» EXERCISE DIRECTIONS: Each line of the data below containing "Furs" needs to be listed.

» INFORMATION SHOWN:
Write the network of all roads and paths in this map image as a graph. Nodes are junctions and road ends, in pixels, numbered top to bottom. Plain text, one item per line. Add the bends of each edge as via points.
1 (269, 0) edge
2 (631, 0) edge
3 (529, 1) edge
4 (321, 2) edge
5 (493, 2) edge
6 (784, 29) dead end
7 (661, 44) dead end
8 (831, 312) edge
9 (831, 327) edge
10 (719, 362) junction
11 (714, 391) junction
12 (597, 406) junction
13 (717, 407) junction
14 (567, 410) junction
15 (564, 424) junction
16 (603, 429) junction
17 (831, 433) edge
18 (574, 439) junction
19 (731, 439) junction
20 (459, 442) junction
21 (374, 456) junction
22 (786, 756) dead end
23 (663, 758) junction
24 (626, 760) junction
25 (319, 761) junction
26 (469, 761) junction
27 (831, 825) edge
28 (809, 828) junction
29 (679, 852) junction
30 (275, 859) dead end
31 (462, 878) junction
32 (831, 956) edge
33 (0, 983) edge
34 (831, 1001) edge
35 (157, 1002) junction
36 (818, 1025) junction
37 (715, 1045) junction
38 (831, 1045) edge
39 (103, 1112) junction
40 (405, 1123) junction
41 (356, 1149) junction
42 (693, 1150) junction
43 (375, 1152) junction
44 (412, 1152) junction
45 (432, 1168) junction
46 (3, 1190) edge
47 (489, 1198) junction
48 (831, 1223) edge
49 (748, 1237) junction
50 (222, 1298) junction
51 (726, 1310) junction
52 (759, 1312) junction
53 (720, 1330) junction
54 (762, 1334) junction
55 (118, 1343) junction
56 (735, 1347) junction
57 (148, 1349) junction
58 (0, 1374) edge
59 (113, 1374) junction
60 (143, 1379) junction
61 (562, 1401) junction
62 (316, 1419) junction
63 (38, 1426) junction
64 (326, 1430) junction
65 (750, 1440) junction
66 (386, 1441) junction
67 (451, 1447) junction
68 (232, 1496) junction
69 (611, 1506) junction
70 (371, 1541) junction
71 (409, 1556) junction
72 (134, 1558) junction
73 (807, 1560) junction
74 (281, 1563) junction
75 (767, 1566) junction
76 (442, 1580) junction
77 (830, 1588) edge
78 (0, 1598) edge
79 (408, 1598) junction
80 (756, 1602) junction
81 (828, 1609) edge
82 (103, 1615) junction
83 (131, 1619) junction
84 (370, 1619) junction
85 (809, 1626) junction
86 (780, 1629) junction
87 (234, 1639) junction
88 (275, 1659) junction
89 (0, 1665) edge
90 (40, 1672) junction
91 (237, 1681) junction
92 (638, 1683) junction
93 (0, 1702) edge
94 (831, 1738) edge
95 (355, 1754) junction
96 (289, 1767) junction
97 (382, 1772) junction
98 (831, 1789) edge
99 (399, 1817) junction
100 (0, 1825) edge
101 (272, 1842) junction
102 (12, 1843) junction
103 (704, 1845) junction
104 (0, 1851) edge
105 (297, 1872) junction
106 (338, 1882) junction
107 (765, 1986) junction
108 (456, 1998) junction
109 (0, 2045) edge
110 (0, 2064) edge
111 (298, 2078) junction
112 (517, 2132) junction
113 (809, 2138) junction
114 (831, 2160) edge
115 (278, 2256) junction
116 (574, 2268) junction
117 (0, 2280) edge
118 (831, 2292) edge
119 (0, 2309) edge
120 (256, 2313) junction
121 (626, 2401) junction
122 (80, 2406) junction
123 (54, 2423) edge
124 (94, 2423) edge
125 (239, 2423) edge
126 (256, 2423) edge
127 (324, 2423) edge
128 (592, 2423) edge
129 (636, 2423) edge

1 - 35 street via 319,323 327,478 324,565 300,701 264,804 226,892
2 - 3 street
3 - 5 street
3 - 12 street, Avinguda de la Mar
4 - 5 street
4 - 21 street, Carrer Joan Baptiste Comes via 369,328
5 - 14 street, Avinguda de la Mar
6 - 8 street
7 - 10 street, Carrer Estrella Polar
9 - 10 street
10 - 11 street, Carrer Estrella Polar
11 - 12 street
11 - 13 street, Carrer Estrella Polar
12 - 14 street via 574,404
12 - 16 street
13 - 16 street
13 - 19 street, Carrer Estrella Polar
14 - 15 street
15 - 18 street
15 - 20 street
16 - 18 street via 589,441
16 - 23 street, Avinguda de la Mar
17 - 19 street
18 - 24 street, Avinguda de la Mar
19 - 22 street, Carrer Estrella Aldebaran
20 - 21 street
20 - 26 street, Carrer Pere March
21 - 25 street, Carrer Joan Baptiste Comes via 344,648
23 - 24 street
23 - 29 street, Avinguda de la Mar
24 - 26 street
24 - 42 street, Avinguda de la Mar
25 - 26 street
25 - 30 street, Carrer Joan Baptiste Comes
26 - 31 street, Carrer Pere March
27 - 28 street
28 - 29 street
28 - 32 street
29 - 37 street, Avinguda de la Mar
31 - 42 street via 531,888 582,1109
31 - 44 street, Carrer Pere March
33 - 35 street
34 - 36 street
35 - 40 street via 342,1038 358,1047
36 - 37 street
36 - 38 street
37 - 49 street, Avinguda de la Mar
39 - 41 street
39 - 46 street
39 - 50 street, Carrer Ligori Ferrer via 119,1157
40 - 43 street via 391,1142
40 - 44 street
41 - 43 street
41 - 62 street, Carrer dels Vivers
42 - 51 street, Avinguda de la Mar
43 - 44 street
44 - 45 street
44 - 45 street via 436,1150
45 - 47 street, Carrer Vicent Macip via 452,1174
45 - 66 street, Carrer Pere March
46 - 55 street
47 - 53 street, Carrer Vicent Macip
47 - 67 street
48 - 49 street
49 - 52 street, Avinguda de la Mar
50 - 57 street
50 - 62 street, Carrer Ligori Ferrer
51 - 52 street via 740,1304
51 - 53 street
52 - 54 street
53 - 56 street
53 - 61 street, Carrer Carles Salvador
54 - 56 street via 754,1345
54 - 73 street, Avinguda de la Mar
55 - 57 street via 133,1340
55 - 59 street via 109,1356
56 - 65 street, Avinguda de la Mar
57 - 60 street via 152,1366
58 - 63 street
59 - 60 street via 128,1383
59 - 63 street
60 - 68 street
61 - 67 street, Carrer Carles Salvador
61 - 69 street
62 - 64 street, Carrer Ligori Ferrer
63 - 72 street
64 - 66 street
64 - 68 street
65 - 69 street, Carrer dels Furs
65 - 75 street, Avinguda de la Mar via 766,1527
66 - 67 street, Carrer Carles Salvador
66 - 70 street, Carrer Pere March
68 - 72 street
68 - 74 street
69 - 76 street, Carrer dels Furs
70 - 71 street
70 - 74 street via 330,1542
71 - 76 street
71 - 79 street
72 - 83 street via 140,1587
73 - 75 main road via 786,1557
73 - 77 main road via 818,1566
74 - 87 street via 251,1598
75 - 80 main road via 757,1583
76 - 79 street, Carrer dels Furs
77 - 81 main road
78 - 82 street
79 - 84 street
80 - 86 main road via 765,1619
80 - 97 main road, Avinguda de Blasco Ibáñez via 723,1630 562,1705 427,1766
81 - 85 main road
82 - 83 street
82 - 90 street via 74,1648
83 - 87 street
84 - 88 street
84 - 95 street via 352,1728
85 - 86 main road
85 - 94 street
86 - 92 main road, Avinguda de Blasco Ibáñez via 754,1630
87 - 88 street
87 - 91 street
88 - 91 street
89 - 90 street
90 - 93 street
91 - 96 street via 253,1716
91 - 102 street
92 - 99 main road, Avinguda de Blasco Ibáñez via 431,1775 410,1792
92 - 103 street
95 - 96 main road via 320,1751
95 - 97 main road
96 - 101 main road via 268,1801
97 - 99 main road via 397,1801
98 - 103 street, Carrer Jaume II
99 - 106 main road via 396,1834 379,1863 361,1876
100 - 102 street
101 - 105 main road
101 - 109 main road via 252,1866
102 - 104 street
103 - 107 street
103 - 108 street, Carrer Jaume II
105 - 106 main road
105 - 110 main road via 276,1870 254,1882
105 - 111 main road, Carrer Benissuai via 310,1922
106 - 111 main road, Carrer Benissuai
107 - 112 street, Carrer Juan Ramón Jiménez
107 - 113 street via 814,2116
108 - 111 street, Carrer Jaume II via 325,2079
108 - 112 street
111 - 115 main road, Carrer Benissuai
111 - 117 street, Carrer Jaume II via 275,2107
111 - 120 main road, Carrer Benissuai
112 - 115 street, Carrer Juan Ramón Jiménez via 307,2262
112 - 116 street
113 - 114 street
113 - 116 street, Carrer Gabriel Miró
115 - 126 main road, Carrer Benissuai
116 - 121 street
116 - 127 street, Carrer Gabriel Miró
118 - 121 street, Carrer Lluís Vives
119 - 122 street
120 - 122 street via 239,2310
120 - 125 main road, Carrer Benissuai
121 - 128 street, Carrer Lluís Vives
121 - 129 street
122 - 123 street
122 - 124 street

» RESULT:
65 - 69 street, Carrer dels Furs
69 - 76 street, Carrer dels Furs
76 - 79 street, Carrer dels Furs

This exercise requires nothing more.